Item 9.01. Financial Statements and Exhibits.

(d) Exhibits

Exhibit No.

Description
2.1

Amendment to the Agreement and Plan of Merger by and between Atlantic Capital Bancshares, Inc. and First Security Group, Inc., dated as of June 8, 2015.
99.1

Press Release announcing the Amendment to the Agreement and Plan of Merger.






SIGNATURES

Pursuant to the requirements of the Securities Exchange Act of 1934, the registrant has duly caused this report to be signed on its behalf by the undersigned thereunto duly authorized.
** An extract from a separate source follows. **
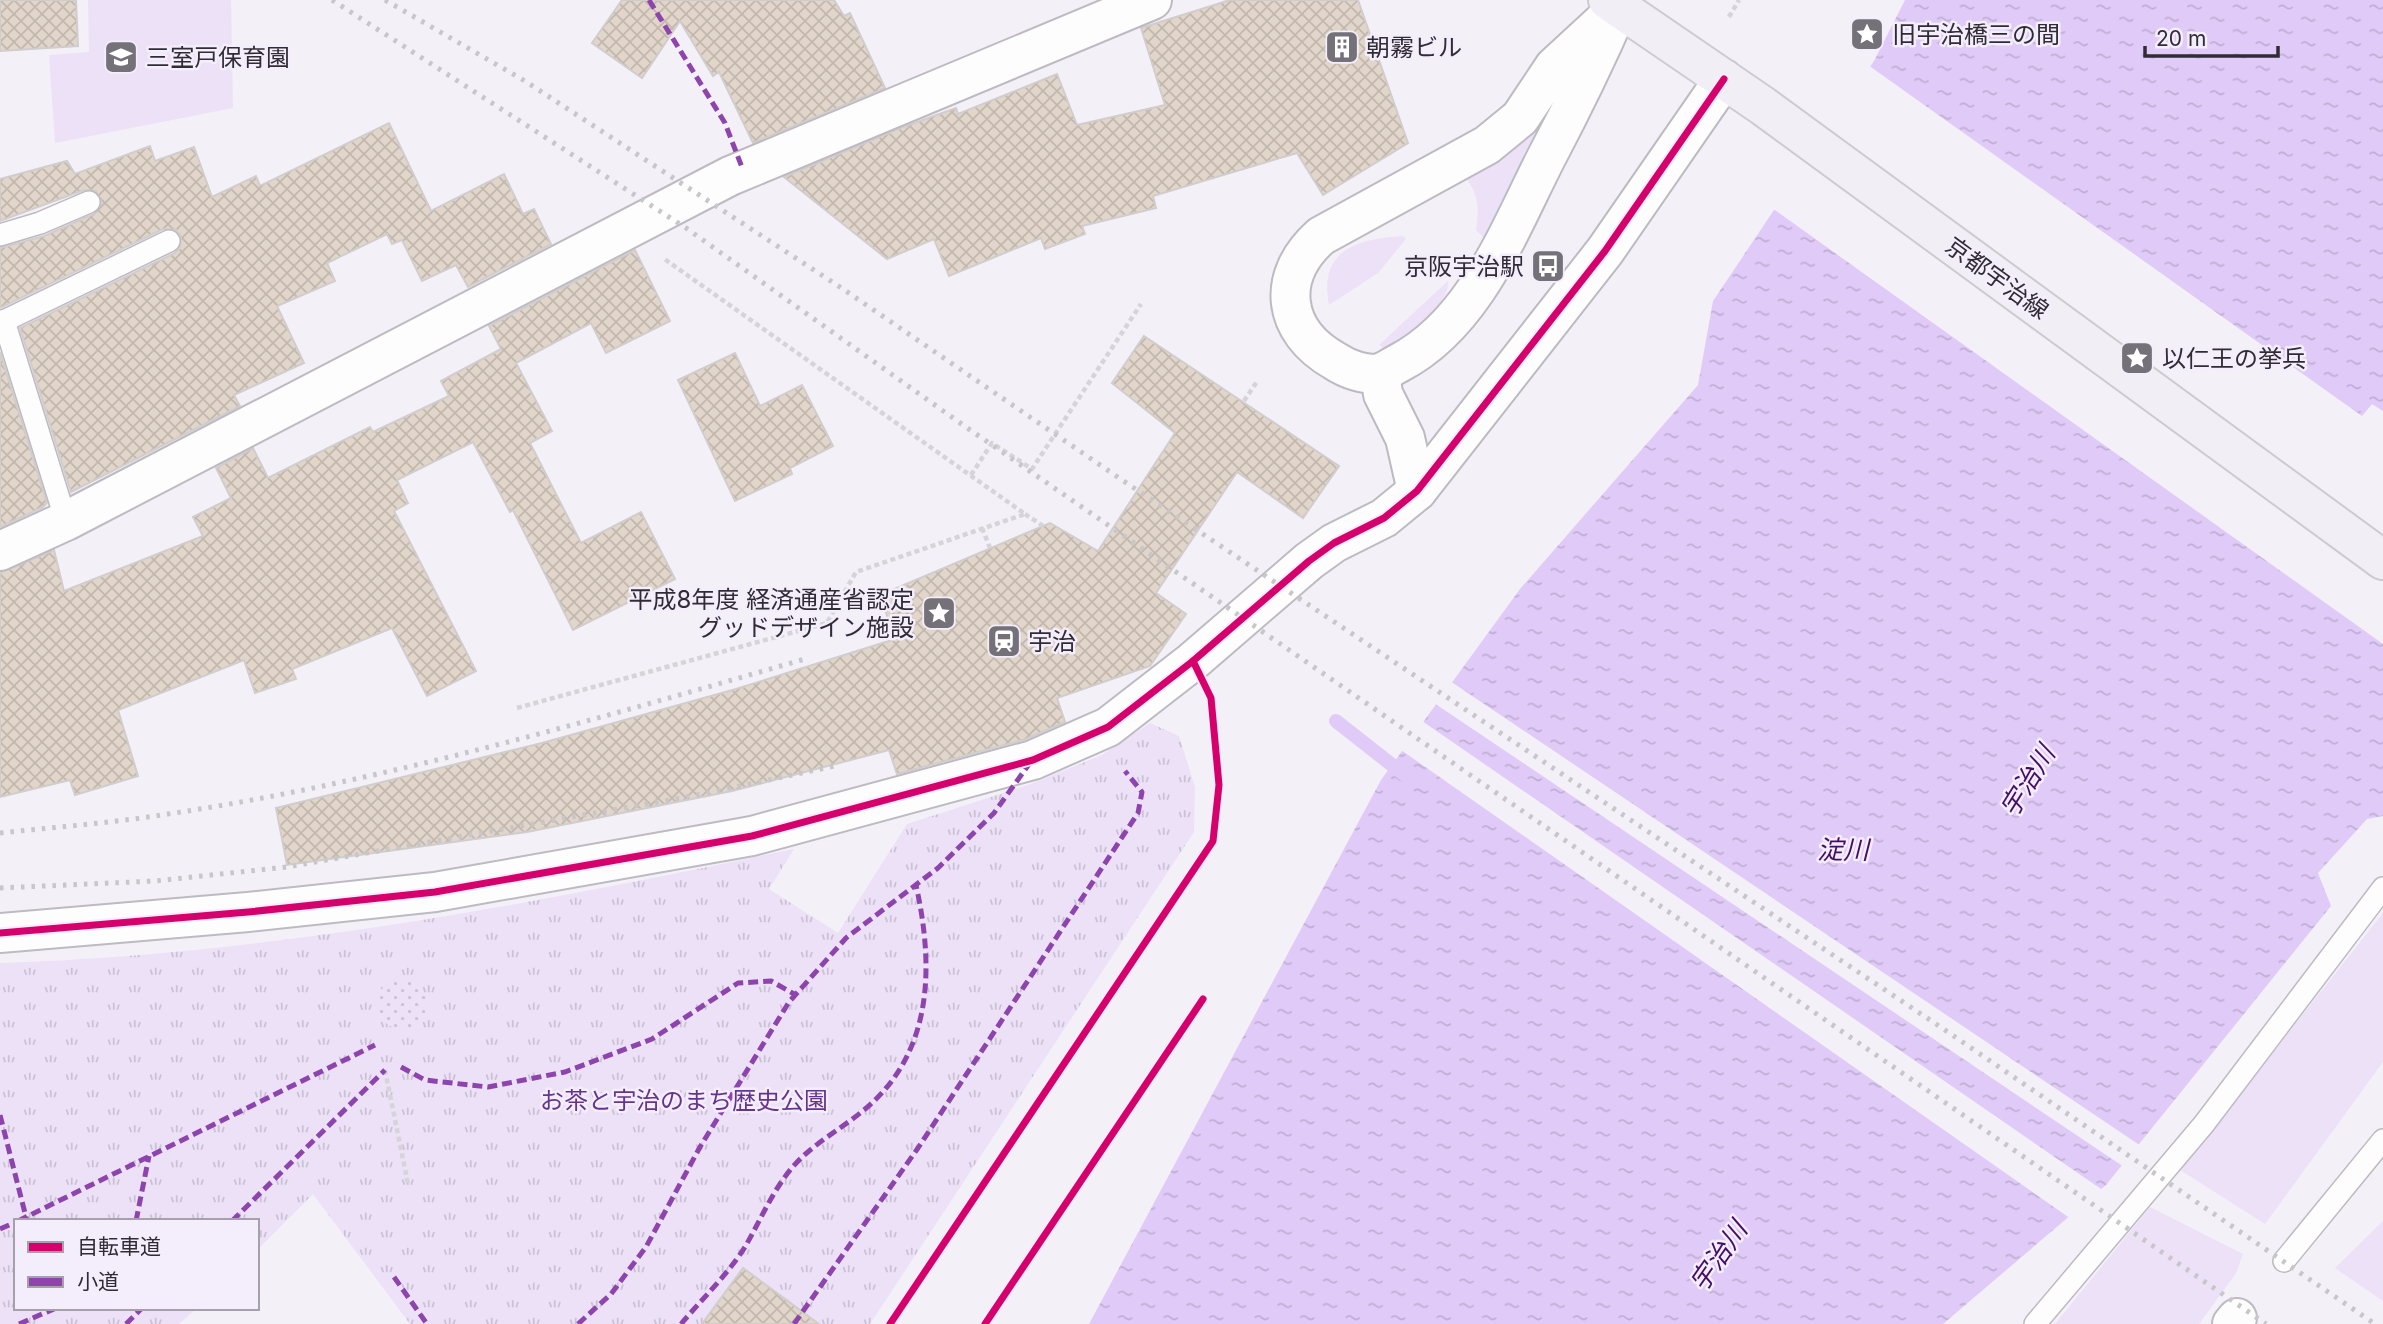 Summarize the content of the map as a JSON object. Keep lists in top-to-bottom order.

FIRST SECURITY GROUP, INC.
Dated:    June 10, 2015
                                
By:
/s/ John R. Haddock
Name:
John R. Haddock
Title:
Executive Vice President and Chief Financial Officer






Exhibit Index

Exhibit No.

Description
2.1

Amendment to the Agreement and Plan of Merger by and between Atlantic Capital Bancshares, Inc. and First Security Group, Inc., dated as of June 8, 2015.
99.1

Press Release announcing the Amendment to the Agreement and Plan of Merger.






Exhibit 2.1



FIRST AMENDMENT TO THE
AGREEMENT AND PLAN OF MERGER


This First Amendment to the Agreement and Plan of Merger dated as of June 8, 2015 (the “Amendment”) is entered into by and between Atlantic Capital Bancshares, Inc. (“Atlantic Capital”) and First Security Group, Inc. (“FSGI”).

RECITALS

WHEREAS, Atlantic Capital and FSGI have entered into that certain Agreement and Plan of Merger dated as of March 25, 2015 (the “Agreement”) providing for, among other things, the merger of FSGI with and into Atlantic Capital, with Atlantic Capital as the surviving corporation;

WHEREAS, Atlantic Capital and FSGI desire to amend the Agreement to adjust the mix of cash and stock consideration by replacing the Cash Election Threshold with a range of minimum and maximum shares of FSGI stock to be exchanged for cash in the Merger;

WHEREAS, each party to a Support Agreement in favor of the Merger and each other party to the Stone Point Securities Purchase Agreement have consented to this Amendment;

NOW, THEREFORE, for good and valuable consideration, the receipt and sufficiency of which are hereby acknowledged, Atlantic Capital and FSGI hereto agree as follows:

1.
Amendment of Section 1.4(e)(ii). Parts (A) and (B) of Section 1.4(e)(ii) of the Agreement are deleted in their entirety and replaced with the following:

“(A)         Cash Consideration Undersubscribed. If the number of Cash Election Shares is less than 20,041,578 (the “Cash Election Minimum Threshold”), then, at the Effective Time:
 
(I)          each Cash Election Share will be converted into the right to receive the Per Share Cash Consideration;

(II)           No-Election Shares shall be deemed to be Cash Election Shares to the extent necessary to have the total number of Cash Election Shares equal the Cash Election Minimum Threshold. If less than all of the No-Election Shares are so required to be treated as Cash Election Shares, then the Exchange Agent shall convert, on a pro rata basis, a sufficient number of No-Election Shares into Cash Election Shares, with all remaining No-Election Shares treated as Stock Election Shares;

(III)            If all of the No-Election Shares are converted to Cash Election Shares under the preceding subsection and the total number of Cash Election Shares remains below the Cash Election Minimum Threshold, then the Exchange Agent shall convert, on a pro rata basis, a sufficient number of Stock Election Shares into Cash Election Shares (the “Reallocated Cash Election Shares”) such that the sum of the number of Cash Election Shares plus the Reallocated Cash Election Shares equals the Cash Election Minimum Threshold and each Reallocated Cash Election Share shall be converted in to the right to receive the Per Share Cash Consideration; and

(IV)            each Stock Election Share which is not a Reallocated Cash Election Share shall be converted into the right to receive the Per Share Stock Consideration.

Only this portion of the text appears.